7 Ways Counseling Can Help You Make Life Changing Adjustments Easier ….to Anything

After helping countless clients through difficult adjustments, here are 7 proven ways counseling can make transitions easier, in no particular order.

Adjustments and significant life changes bring about some common experiences for people going through them. The foremost of these is the takeover of Emotion Mind. When your life had the balance of equal measure of the rational and the emotional (of both joy and unhappiness), unexpected and unplanned change brings the overwhelm of emotions, with Emotion Mind driving your bus. You are no longer in control, that balance has been hijacked. Somebody else needs to teach you how to retake that wheel. Enter your counselor or psychotherapist. She can help you....

Reduce Overwhelm

As I tell my clients, you are always in control of some things though it may take time to remember that. So it's OK to go on to the second one listed here (Bring Clarity and Focus) because that will help you get back here.

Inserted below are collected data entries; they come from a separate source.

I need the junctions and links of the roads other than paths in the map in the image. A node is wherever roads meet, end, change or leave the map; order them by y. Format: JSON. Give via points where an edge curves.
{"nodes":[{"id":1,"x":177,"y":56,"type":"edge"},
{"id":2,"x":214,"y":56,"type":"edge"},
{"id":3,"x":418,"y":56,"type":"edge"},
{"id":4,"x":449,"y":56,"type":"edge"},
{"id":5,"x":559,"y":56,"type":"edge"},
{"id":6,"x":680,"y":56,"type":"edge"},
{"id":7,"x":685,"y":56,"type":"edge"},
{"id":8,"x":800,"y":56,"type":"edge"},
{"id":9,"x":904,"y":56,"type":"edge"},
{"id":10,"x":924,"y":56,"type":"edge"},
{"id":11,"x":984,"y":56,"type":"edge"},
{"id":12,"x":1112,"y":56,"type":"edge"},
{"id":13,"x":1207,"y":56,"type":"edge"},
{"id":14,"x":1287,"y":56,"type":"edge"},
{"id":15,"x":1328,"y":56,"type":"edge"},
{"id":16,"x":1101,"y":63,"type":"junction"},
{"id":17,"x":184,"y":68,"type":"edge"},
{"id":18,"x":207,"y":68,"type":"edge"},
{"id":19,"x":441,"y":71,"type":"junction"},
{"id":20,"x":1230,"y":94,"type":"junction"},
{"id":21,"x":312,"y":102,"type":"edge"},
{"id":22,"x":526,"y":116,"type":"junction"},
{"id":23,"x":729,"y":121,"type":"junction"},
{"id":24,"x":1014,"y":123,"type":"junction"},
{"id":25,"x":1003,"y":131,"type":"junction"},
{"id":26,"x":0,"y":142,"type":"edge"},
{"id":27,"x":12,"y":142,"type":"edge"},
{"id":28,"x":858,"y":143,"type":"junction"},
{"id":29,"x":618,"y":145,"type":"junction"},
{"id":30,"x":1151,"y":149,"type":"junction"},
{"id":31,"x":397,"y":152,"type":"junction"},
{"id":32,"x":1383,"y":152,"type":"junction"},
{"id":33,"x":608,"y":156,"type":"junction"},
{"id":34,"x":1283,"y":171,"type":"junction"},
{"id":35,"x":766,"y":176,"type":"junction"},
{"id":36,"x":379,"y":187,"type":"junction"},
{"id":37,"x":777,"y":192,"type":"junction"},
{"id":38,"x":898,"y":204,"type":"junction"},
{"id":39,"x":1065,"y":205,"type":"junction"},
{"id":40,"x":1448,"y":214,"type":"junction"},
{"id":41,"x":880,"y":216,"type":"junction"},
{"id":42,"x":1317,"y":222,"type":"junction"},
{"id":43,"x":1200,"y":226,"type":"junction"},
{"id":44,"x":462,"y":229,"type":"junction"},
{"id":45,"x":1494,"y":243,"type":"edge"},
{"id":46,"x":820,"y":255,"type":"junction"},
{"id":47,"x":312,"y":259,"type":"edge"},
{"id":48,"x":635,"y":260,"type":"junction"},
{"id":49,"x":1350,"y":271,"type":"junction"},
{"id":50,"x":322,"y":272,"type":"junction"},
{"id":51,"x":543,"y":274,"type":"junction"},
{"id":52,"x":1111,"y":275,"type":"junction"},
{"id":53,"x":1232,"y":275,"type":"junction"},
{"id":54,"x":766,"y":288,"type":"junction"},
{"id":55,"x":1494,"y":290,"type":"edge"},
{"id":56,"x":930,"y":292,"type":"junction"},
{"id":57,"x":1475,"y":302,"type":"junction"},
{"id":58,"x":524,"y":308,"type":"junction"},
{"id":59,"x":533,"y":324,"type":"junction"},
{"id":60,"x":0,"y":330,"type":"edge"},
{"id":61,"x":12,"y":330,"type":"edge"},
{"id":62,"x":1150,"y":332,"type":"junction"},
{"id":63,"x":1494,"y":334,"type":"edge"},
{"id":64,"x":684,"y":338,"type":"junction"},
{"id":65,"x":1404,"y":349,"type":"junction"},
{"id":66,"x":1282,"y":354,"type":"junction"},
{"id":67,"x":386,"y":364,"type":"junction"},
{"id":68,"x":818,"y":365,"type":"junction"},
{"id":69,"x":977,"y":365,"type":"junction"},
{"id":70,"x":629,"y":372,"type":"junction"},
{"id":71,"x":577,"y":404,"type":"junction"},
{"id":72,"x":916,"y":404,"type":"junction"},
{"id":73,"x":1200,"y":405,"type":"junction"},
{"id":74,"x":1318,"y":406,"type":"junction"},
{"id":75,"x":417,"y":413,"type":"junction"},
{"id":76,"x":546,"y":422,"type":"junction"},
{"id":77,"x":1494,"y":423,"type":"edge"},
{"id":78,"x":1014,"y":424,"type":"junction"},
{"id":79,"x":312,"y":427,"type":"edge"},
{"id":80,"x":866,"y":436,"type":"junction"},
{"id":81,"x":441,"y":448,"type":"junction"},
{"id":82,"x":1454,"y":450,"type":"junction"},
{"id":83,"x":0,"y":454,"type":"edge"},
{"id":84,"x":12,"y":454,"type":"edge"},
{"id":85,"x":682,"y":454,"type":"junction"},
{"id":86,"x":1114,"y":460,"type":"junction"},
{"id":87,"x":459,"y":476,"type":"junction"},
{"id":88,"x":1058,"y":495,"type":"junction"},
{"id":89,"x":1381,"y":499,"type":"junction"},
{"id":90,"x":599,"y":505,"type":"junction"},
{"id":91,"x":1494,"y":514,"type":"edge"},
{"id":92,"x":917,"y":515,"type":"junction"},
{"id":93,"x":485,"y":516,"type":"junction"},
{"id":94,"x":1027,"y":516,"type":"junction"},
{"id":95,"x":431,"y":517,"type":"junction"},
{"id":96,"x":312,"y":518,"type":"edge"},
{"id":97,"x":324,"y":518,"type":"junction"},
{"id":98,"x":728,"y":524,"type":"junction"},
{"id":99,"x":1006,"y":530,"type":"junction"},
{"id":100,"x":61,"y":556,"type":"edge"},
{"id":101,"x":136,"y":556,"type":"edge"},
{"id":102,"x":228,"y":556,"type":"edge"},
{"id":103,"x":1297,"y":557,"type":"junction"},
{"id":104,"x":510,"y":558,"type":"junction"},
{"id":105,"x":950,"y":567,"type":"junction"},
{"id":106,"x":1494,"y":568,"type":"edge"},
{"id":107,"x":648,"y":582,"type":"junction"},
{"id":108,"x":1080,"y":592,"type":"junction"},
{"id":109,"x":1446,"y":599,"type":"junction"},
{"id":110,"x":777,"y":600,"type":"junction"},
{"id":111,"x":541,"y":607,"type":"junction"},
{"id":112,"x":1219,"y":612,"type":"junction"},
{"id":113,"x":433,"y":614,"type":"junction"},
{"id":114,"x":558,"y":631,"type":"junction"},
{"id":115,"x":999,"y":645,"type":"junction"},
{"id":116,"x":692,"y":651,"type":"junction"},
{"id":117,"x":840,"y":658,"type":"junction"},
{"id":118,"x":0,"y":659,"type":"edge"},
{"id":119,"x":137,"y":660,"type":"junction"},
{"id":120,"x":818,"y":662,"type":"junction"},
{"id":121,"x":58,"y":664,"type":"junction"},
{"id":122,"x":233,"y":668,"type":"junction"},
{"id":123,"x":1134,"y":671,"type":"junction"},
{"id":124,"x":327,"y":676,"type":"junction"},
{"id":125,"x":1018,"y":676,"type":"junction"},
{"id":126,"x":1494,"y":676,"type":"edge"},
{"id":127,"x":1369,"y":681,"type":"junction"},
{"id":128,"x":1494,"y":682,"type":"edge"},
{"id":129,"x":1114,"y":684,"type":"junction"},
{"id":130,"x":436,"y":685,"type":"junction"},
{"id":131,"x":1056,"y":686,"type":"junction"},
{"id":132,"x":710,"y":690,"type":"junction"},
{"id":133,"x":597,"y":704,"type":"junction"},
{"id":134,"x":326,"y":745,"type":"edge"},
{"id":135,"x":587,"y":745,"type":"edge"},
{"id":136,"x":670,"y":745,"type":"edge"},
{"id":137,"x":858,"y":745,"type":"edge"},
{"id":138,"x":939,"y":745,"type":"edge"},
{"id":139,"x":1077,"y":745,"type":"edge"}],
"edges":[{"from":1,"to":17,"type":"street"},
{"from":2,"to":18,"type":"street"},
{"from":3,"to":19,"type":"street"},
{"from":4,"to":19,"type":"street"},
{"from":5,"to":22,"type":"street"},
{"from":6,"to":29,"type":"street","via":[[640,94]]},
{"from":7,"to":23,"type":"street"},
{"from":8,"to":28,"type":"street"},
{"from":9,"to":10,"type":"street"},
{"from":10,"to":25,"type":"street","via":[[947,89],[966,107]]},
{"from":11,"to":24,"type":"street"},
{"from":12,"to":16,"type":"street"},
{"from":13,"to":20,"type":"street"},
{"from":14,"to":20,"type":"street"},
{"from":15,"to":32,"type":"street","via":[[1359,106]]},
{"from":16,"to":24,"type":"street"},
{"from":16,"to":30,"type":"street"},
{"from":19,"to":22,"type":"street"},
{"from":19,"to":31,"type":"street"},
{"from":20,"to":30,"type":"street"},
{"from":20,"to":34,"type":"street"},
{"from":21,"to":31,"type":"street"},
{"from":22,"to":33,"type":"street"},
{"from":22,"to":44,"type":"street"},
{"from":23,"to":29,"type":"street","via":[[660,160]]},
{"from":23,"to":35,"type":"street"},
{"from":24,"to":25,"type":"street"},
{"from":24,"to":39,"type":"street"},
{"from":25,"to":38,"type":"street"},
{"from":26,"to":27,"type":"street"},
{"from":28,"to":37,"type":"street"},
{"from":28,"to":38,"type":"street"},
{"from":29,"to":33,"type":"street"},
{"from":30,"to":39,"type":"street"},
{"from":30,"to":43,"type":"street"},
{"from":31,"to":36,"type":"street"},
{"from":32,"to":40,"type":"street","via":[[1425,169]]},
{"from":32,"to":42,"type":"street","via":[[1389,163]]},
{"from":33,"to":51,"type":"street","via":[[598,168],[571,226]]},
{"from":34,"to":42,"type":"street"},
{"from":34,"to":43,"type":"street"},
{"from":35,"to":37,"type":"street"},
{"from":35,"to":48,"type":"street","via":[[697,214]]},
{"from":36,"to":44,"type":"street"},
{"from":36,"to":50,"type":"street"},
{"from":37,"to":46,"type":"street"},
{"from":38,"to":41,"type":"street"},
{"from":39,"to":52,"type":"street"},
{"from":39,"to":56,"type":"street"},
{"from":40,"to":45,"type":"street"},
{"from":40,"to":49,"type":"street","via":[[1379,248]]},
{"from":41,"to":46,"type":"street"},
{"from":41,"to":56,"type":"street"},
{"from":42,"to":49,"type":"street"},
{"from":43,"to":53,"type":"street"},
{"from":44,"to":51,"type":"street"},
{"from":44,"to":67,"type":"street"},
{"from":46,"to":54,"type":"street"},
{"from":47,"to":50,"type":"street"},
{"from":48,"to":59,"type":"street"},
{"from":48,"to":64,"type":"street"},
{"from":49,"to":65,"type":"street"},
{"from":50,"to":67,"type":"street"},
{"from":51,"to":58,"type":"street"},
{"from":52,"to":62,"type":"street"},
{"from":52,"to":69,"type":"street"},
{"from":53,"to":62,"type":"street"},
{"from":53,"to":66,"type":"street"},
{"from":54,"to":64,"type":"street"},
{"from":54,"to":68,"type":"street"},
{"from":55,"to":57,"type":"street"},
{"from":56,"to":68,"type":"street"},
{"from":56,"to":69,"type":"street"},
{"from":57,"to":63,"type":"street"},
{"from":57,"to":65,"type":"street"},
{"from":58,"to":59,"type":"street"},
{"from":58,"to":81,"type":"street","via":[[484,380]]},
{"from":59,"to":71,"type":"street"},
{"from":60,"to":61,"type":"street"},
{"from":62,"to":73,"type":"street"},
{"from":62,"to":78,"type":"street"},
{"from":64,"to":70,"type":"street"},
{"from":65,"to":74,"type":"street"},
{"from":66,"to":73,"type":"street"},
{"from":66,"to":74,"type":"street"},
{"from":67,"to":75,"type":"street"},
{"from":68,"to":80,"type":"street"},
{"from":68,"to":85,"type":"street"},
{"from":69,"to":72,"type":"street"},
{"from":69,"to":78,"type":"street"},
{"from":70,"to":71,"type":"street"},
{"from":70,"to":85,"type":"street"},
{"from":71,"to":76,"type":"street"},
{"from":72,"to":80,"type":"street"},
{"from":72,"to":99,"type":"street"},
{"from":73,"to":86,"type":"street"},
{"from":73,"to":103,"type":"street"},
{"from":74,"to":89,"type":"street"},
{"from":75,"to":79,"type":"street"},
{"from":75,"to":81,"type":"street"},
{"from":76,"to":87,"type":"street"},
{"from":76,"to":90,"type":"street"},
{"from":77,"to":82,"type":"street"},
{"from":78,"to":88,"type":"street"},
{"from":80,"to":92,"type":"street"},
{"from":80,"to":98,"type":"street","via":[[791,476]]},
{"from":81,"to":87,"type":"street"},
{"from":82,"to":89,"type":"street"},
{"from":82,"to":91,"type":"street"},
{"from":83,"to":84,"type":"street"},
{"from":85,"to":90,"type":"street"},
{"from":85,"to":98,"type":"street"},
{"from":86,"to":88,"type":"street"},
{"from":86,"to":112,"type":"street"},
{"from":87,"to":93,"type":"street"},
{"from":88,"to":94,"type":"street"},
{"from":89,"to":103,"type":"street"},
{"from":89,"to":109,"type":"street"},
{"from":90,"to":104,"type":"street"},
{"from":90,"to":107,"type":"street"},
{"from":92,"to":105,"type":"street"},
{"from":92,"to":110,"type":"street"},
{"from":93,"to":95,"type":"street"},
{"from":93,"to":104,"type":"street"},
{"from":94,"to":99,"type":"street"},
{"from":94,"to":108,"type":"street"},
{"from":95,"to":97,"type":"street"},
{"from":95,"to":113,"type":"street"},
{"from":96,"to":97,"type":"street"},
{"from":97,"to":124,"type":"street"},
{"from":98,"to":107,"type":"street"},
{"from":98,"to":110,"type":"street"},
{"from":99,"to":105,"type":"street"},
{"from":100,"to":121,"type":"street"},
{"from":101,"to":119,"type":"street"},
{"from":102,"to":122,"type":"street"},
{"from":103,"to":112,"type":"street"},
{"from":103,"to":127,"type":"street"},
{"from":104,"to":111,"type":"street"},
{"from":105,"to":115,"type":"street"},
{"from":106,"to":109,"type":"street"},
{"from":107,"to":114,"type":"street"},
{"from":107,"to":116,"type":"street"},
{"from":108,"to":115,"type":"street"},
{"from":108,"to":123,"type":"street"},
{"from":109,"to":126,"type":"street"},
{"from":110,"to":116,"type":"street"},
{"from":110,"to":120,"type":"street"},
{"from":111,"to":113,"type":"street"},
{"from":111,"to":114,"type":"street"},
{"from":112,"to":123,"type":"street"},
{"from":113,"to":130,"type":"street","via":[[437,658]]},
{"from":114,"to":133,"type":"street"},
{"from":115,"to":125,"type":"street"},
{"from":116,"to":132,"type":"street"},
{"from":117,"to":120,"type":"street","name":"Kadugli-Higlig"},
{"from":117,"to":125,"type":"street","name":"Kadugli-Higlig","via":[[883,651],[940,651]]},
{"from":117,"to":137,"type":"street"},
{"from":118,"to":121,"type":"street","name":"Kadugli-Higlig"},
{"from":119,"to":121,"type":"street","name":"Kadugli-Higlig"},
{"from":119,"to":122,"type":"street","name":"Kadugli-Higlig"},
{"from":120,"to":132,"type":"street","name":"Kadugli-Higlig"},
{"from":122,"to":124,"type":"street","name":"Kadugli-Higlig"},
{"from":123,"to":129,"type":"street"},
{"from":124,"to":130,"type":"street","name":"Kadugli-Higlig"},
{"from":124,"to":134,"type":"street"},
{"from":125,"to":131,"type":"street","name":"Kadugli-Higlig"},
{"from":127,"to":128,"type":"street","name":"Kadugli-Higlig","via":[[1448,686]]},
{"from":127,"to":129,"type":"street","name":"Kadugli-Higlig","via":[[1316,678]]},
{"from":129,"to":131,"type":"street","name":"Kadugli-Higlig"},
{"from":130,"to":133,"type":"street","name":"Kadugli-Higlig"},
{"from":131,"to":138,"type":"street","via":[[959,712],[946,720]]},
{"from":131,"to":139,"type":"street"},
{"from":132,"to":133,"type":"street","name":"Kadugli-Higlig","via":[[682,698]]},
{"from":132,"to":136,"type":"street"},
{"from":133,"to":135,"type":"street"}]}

There is a great therapist aid I used early on, a list of 50 Things You Can Control In This Moment, adapted from Lori Deschene's blog on the topic ( https://tinybuddha.com/blog/50-things-you-can-control-right-now). The important part of my title was “In This Moment” because that is the part we all forget – to be in this moment rather than rehashing that moment from the past or rehearsing some imagined moment of the future. This rehashing and rehearsing often showing up as depression or anxiety, respectively (but not exclusively). Instead, if we look to this moment and control what we can in the here and now, we begin to reduce the overwhelm. What can you control in this moment? Whether or not you pay the bills now or tomorrow, how much time to spend on Facebook, what to have for dinner. These small, small decisions that you can take have just become adjustment baby steps.

Bring Clarity and Focus

Once Emotion Mind has you in its grip, you usually need someone from the outside yanking you back into reality. Sometimes our family and friends can do that, for sure, but just as often you will resent what feels like judgment to you – or maybe that's what you are getting. The 'it's been over a year, get over it' kind of comment lurks here. In contrast, as counselors we're trained to bring the facts into focus if for no other reason than because we have no skin in the game, as friends and family do. Grounding is one of the easiest to learn, most portable, and most potent of the skills I teach clients. The second part of the process is some cognitive reframing, a skill that's a little more complicated but it doesn't take all that long if you make the investment to practice. The key is learning the difference between feelings and facts.

Find Freedom from Guilt and 'The Shoulds'

Counseling can get you out of one huge trap Emotion Mind pulls us into -every last one of us- is 'The Shoulds' that run rampant through our thoughts delivering us into the harmful hands of Guilt. 'The Shoulds' are self-imposed rules that challenge many of our choices. How can you know what you want if your very own 'Shoulds' shut you down? How can you 'move on' when you doubt yourself? And if you don't do the 'Should' how much guilt will live rent-free in your head?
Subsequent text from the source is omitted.